I’ve had quite a few experiences now where these families have taken advantage of the system. It’s frustrating. There’s the Mom who I suspect of Munchausen’s by proxy. Who has first one child that gets nursing services, then all of a sudden, whose other child begins mysteriously having “health problems”. Somehow she manages to defraud the system to gain nursing for BOTH children so she can go tanning. Yes, tanning. She WAS supposed to be working, but she used her time more wisely. Not. She didn’t last long before she was caught committing fraud.

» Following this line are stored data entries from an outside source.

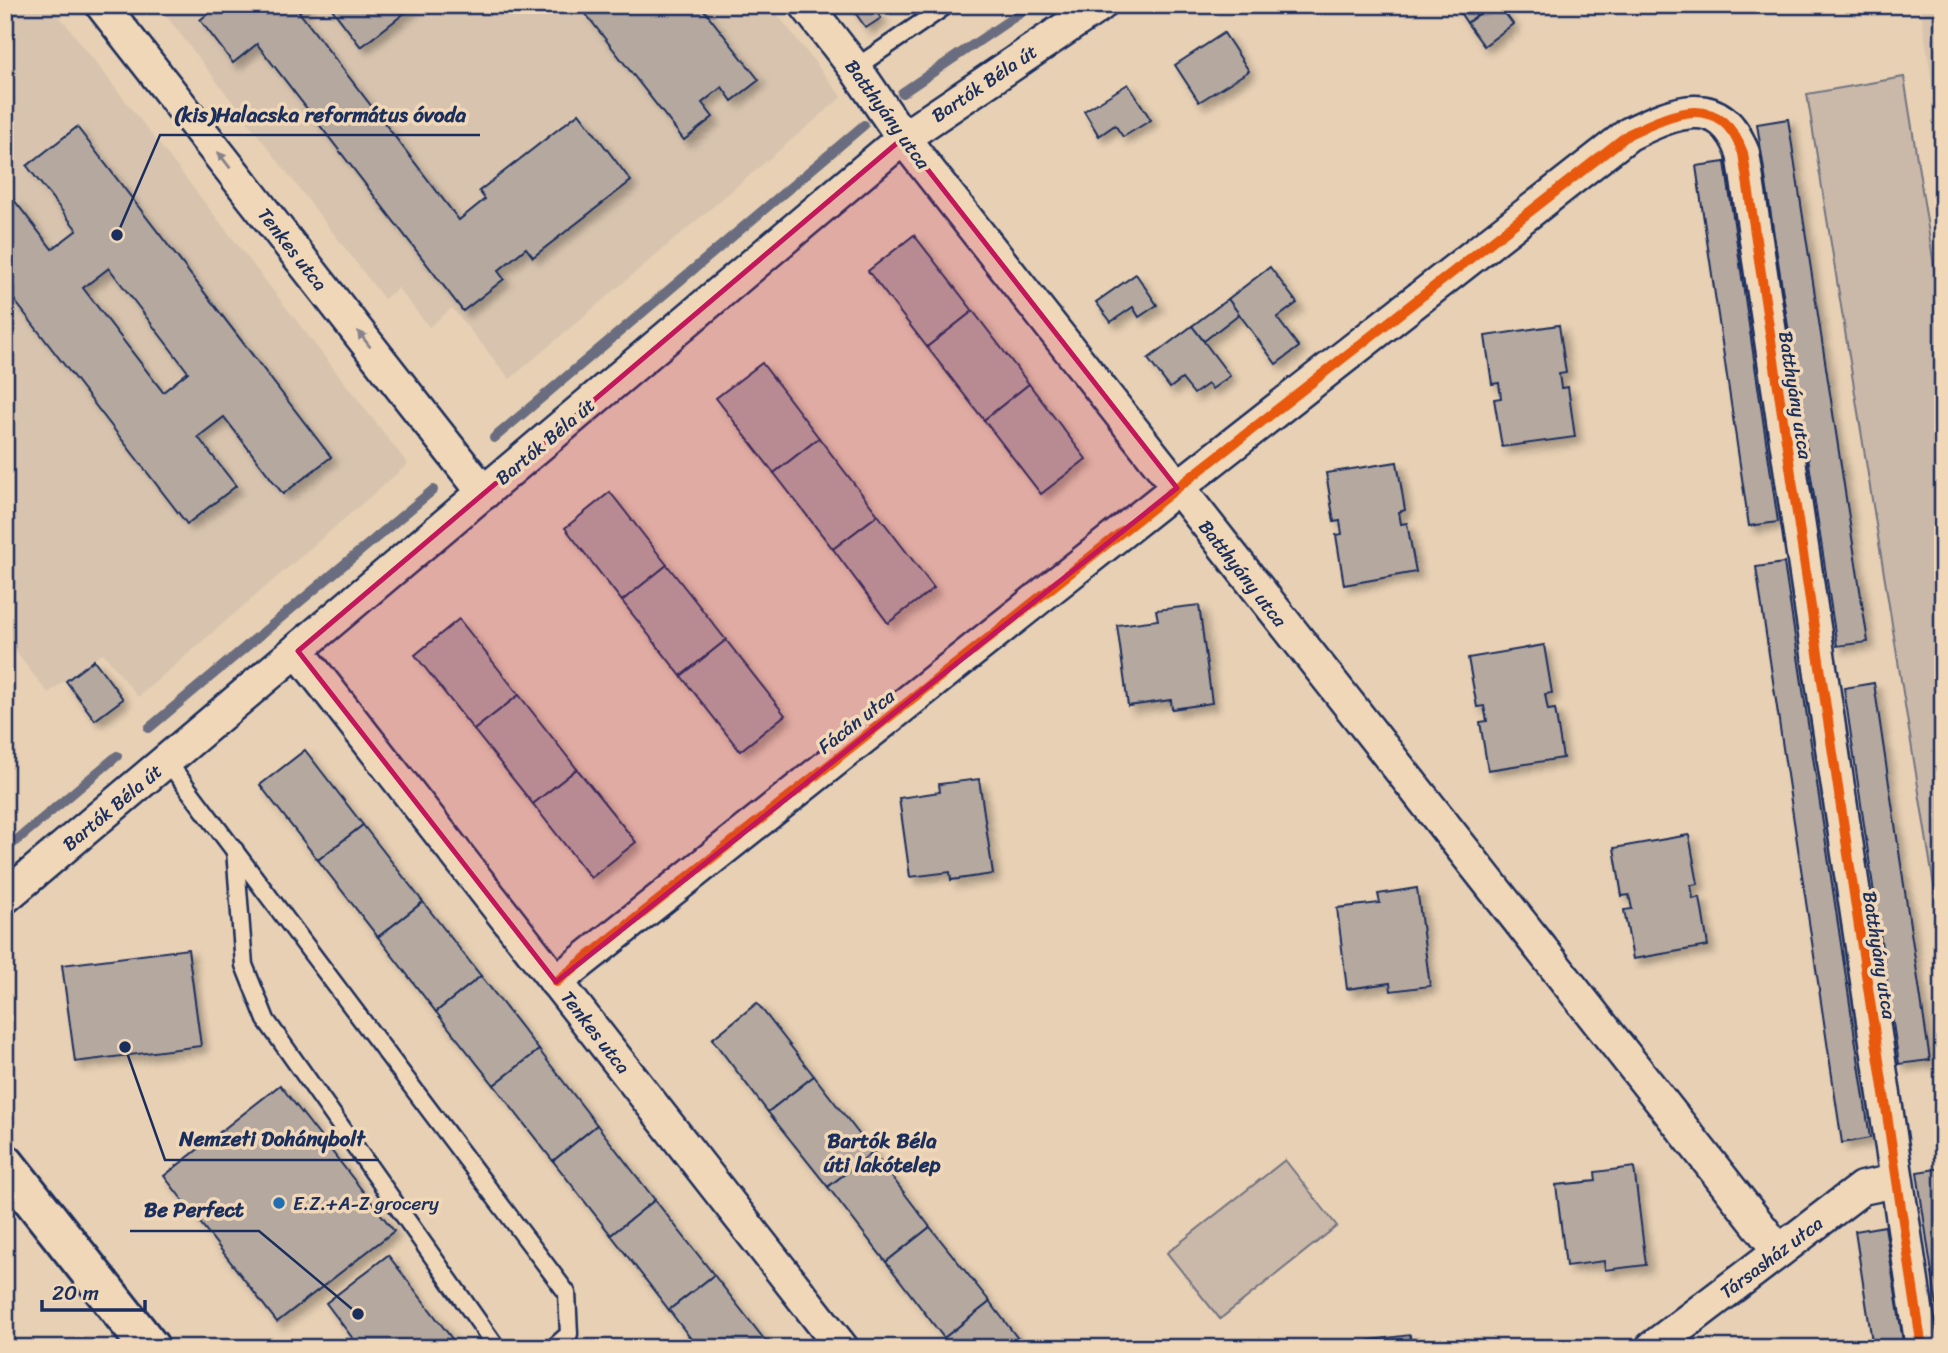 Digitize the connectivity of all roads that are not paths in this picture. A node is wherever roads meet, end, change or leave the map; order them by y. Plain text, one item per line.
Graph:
1 (102, 5) edge
2 (806, 5) edge
3 (947, 5) edge
4 (1100, 5) edge
5 (855, 68) junction
6 (903, 138) junction
7 (1177, 488) junction
8 (484, 493) junction
9 (298, 651) junction
10 (167, 761) junction
11 (236, 850) junction
12 (5, 897) edge
13 (556, 982) junction
14 (5, 1164) edge
15 (1896, 1181) junction
16 (1779, 1251) junction
17 (150, 1348) edge
18 (497, 1348) edge
19 (553, 1348) edge
20 (842, 1348) edge
21 (1652, 1348) edge
22 (1922, 1348) edge

8 -> 1 street, Tenkes utca
2 - 5 street, Batthyány utca
3 - 5 lane
4 - 6 street, Bartók Béla út
5 - 6 street, Batthyány utca
6 - 7 street, Batthyány utca
6 - 8 street, Bartók Béla út
7 - 13 street, Fácán utca
7 - 15 street, Batthyány utca
7 - 16 street, Batthyány utca
8 - 9 street, Bartók Béla út
9 - 10 street, Bartók Béla út
9 - 13 street, Tenkes utca
10 - 11 lane
10 - 12 street, Bartók Béla út
11 - 18 lane
11 - 19 lane
13 - 20 street, Tenkes utca
14 - 17 main road
15 - 16 street, Társasház utca
15 - 22 street, Batthyány utca
16 - 21 street, Társasház utca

Then I have the mom who becomes angry when her very healthy daughter is denied continued nursing coverage. This child does have a feeding tube in place, but has NOT used the tube in quite some time (seriously, why don‘t they just remove it already?) I’m quite sure the mother is somehow deceiving the child’s physicians to believe that she still needs the feeding tube. She has had services for most of her life, but this child has overcome her feeding difficulties, and is completely independent for all of her activities of daily living…as much as any other preschooler. She can feed herself, she can use the bathroom independently, she can tie her shoes. Why the hell does she need a nurse?!? She wouldn’t even qualify for a home health aide!

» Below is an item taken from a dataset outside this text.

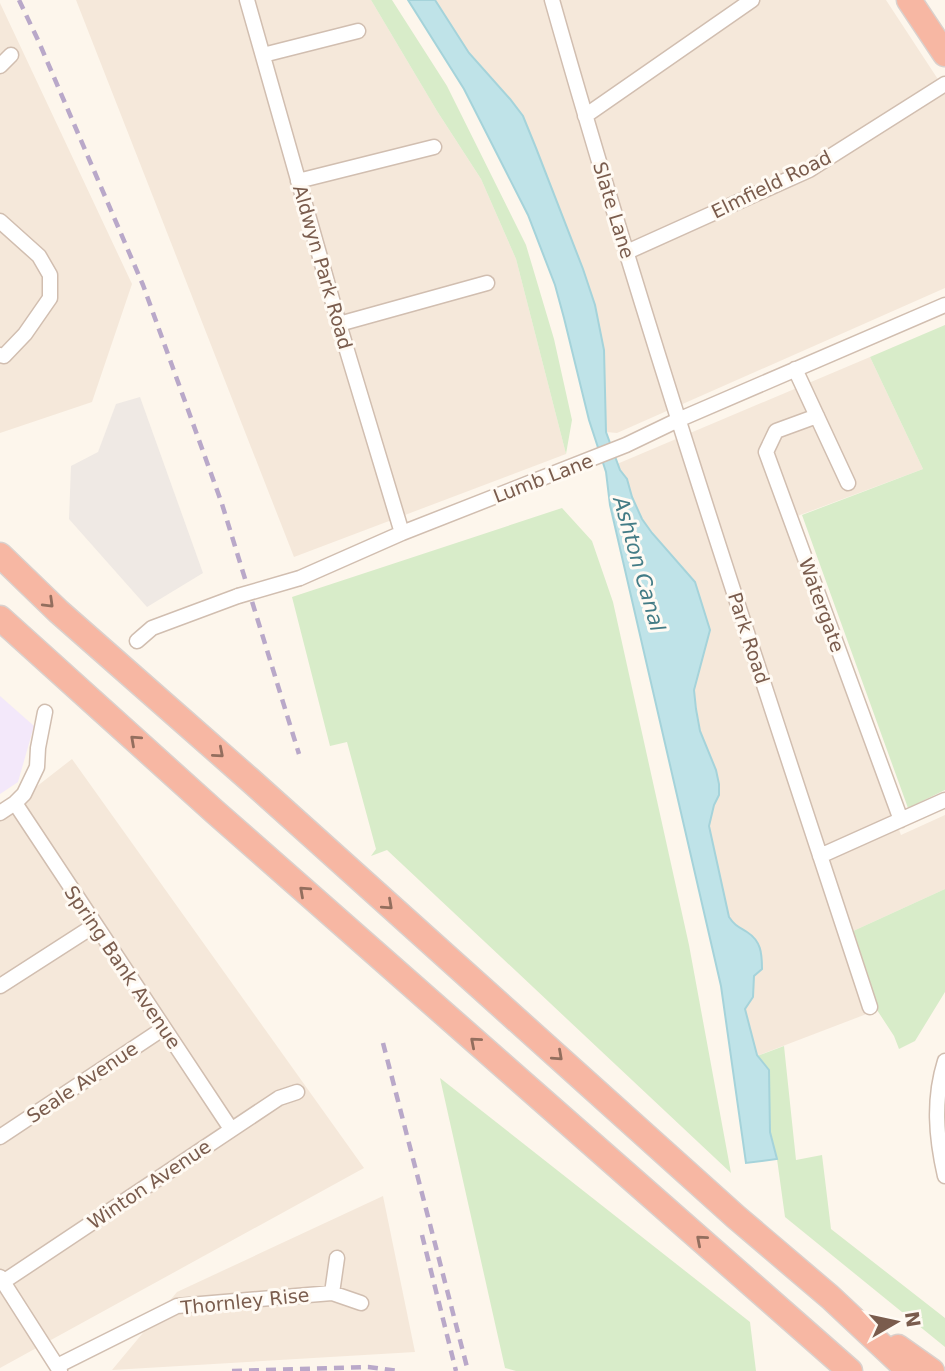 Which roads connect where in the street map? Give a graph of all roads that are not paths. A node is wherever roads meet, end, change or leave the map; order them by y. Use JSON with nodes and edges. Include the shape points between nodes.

This mother should be ashamed of herself. Yes, I know her child had a difficult start. Yes, I know that can be a difficult thing for a parent to deal with. there are tons of children that are FAR worse off. Children who are terminal. Children who will never get better. Children who will never *not* need the assistance of another person for their most basic care. If this mother gets her way, it will cost taxpayers approximately $9,000 per month. You read that right. $9,000 per month to provide approximately 200 hours of skilled nursing care. $9,000 per month, when these parents can spend $50 to $80 per week to put their child in daycare just like all the rest of us working parents.

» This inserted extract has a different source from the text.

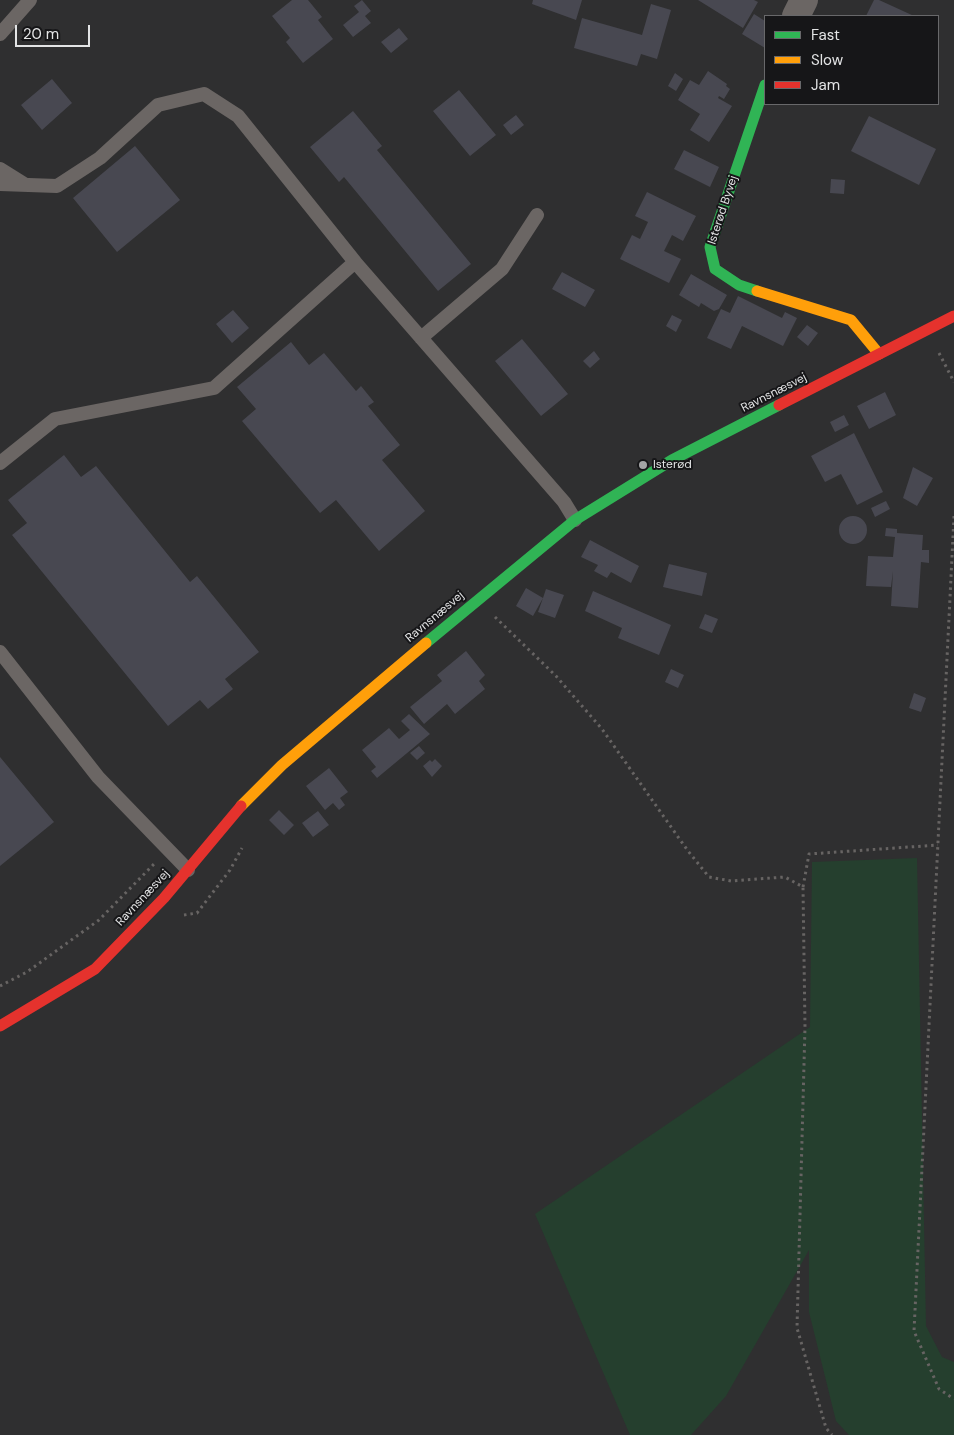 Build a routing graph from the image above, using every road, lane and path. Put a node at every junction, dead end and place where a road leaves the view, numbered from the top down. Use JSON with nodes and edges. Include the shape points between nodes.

I’m all for state assistance for children with chronic health problems. Those that manipulate the system and twist facts to get their way? When….. and note, I say when, not if….. When they get caught, they should have to pay back every penny plus interest.

March 14, 2011

I'll Never Understand

A pediatric patient of mine refuses to eat. She is fed mostly through a feeding tube because of this. The goal is to attempt to get her to take as much of her feeding by mouth, then give whatever she doesn't eat through the feeding tube. So I'm talking to her mom about this and notice a small piece of a baby carrot on the child's bouncy chair tray. I pick it up and take it from her and explain the choking hazards to the mom. She just laughs while saying her son must have given it to her. Then she turns around and hands her daughter a BBQ chip. This patient is around 6 months old so I suggest to the mom that she feed her daughter either stage 1 baby foods or pureed table foods if she wants to give solids. The mom's reply? "But she'll lose weight! We want her to drink from her bottle!"

 *sighs*

No matter how hard I tried to explain, I just couldn't get through. Instead, the child will be fed chips and have twice the amount of formula prescribed dumped down her tube "so she doesn't lose weight". No wonder she wont drink it from a bottle. Her poor little belly is stuffed.

March 13, 2011

Pediatric Home Care Nurse

I currently have another blog that pretty much encompasses the many different facets of my life. However, as I am in the midst of a job change, I'm finding that I'm wanting to post more on the aspects of my life that pertain to my career. I'm also beginning to see how it may be preferable to both myself and my readers to separate the nursing stuff from the rest of my ramblings. So here we have it: The Random Ramblings of a Critical Care Nurse.

I'm currently making the transition from pediatric home care to critical care. Until that transition is complete, expect that the topic of most of my posts will pertain to pediatric home care.